_Problem requirements_:
Sort through the data and copy the lines holding the word "dead".

_Records shown_:
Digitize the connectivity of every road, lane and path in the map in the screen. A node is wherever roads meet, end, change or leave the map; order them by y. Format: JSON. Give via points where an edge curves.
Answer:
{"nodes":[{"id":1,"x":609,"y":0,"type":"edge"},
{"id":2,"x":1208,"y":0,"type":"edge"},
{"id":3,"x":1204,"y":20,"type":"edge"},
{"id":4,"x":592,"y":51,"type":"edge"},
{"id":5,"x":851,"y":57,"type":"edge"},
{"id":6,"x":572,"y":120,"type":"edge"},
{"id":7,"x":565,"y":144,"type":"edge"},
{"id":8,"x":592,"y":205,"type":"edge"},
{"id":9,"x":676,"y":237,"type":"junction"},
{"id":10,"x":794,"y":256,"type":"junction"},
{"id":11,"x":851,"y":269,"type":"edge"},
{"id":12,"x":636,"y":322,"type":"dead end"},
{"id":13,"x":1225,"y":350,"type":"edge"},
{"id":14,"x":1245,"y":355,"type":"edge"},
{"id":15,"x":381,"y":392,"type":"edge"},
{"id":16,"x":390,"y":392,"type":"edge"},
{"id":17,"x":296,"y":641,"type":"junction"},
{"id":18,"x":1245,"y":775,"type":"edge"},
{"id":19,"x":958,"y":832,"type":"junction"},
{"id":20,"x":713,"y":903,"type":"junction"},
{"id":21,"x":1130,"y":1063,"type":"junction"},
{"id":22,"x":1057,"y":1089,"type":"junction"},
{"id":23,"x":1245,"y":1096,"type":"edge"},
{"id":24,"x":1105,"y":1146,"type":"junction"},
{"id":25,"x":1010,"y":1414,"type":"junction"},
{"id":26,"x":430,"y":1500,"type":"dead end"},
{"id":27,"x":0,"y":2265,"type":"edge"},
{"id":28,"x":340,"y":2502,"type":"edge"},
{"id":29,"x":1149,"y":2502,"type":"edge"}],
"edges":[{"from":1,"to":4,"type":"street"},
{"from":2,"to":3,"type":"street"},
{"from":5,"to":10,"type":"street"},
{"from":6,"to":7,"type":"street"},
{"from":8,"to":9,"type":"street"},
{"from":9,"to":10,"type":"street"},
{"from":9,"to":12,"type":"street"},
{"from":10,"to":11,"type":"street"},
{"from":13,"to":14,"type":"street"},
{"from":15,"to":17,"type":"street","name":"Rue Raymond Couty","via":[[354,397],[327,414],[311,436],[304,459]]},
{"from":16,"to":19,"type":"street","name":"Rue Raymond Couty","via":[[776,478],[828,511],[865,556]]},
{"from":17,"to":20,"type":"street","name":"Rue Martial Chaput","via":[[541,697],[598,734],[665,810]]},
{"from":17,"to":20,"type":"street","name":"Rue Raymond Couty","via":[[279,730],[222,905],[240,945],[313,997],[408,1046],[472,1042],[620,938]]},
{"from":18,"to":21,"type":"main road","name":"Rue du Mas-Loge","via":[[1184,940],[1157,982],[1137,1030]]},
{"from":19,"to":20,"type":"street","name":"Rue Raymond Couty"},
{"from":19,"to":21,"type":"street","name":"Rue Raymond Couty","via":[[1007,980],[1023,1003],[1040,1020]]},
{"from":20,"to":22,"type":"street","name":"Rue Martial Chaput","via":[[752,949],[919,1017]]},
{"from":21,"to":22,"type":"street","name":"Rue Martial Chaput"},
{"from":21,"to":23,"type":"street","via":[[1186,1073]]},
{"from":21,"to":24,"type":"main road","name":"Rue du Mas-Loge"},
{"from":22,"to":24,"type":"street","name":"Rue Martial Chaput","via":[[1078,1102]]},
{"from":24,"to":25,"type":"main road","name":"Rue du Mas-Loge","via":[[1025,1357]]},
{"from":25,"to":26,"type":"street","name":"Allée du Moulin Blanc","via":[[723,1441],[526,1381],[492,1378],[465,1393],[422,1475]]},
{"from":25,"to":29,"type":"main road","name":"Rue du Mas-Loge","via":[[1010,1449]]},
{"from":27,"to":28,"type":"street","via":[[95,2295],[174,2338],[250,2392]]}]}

_Finished exercise_:
{"id":12,"x":636,"y":322,"type":"dead end"},
{"id":26,"x":430,"y":1500,"type":"dead end"},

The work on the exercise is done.